L’ENSP d’Arles m’a permis d’affirmer ma propre écriture photographique, et m’a amené à avoir un regard plus conscient et éveillé sur mon travail. Une grande partie du cursus est consacrée au développement de projets personnels, et c’est une réelle chance pour expérimenter de nouvelles techniques, initier des recherches, mais aussi pour apprendre à mieux questionner sa pratique. Je pense que cette prise de conscience sur son travail, qui se fait souvent à travers des échanges avec des professeurs, intervenants et étudiants, est essentielle pour s’épanouir, mieux transmettre ses idées et travailler avec les autres. La place donnée au livre de photographie et aux nouvelles pratiques de l’édition à l’ENSP m’a aussi beaucoup marqué. La collection de la bibliothèque est incroyable, avoir accès à tous ces ouvrages m’a beaucoup nourri et m’a amené à repenser la manière dont je montre et partage mes images, notamment en réalisant des autoéditions. Chaque école a ses propres tendances, et il est parfois nécessaire de prendre du recul en s’ouvrant à des influences extérieures, en initiant des déplacements et de nouvelles collaborations. Cette ouverture a été pour moi une année de césure au Japon entre 2018 et 2019, grâce à laquelle j’ai pu m’impliquer au sein du festival Kyotographie et démarrer de nouveaux projets en sortant de ma zone de confort.
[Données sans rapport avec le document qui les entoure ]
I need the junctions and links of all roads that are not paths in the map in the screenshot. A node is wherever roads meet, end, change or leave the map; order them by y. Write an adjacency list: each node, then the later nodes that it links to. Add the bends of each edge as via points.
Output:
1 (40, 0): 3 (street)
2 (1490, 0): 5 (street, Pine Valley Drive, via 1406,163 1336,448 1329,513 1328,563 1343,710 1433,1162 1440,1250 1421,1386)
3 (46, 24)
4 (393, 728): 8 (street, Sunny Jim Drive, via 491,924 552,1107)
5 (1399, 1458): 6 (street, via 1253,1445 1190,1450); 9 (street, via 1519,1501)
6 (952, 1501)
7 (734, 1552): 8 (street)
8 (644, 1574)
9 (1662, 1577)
Pour retrouver mes repères dans ce nouvel environnement, j’ai produit énormément d’images et cette effervescence a fait naître
On The Edge, un projet sur des paysages évidés dans les villages et montagnes entourant Kyoto, sur lequel je travaille encore aujourd’hui. Si je devais suivre une formation après l’ENSP, je me dirigerais vers un doctorat ou un post-diplôme, notamment pour aller vers de la recherche et poursuivre les réflexions sur la photographie japonaise initiées avec mon mémoire de master. Suivre une formation en lien avec le graphisme et l’édition serait aussi assez complémentaire avec ma pratique de photographe.
Suivre son intuition
Je pense qu’il est important de suivre son intuition et de se laisser porter vers certaines lumières, gestes et motifs, même lorsqu’il est encore difficile d’en saisir le sens ou l’intérêt. Cela dépend des approches, mais être dans une attitude assez instinctive et sensible lorsque je photographie m’aide à mieux m’immerger dans les lieux et les scènes que j’observe, et fait souvent surgir des récurrences qui prennent tout leur sens au moment de l’editing. L’acte photographique implique paradoxalement d’avancer un peu à l’aveugle, il faut ensuite beaucoup regarder ses images, manipuler des tirages papier, les associer, en retirer, en rajouter etc. C’est un long processus, mais il permet de tisser des liens, de découvrir des évidences qui n’apparaissent pas au départ. Ce fil rouge se dévoile aussi en montrant un maximum ses images aux autres, qu’ils connaissent ou non la photographie. Je poursuis toujours mon projet
On The Edge, et je prévois de retourner au Japon dans les prochains mois, pour produire de nouvelles images et réaliser un livre d’artiste, notamment en utilisant des papiers traditionnels Japonais. J’ai la chance en 2021 d’exposer la première partie de cette série au Consulat du Japon de Lyon, sur les grilles de la Tour Saint Jacques à Paris, et de participer à l’exposition des diplômés de l’ENSP 2020 à Arles.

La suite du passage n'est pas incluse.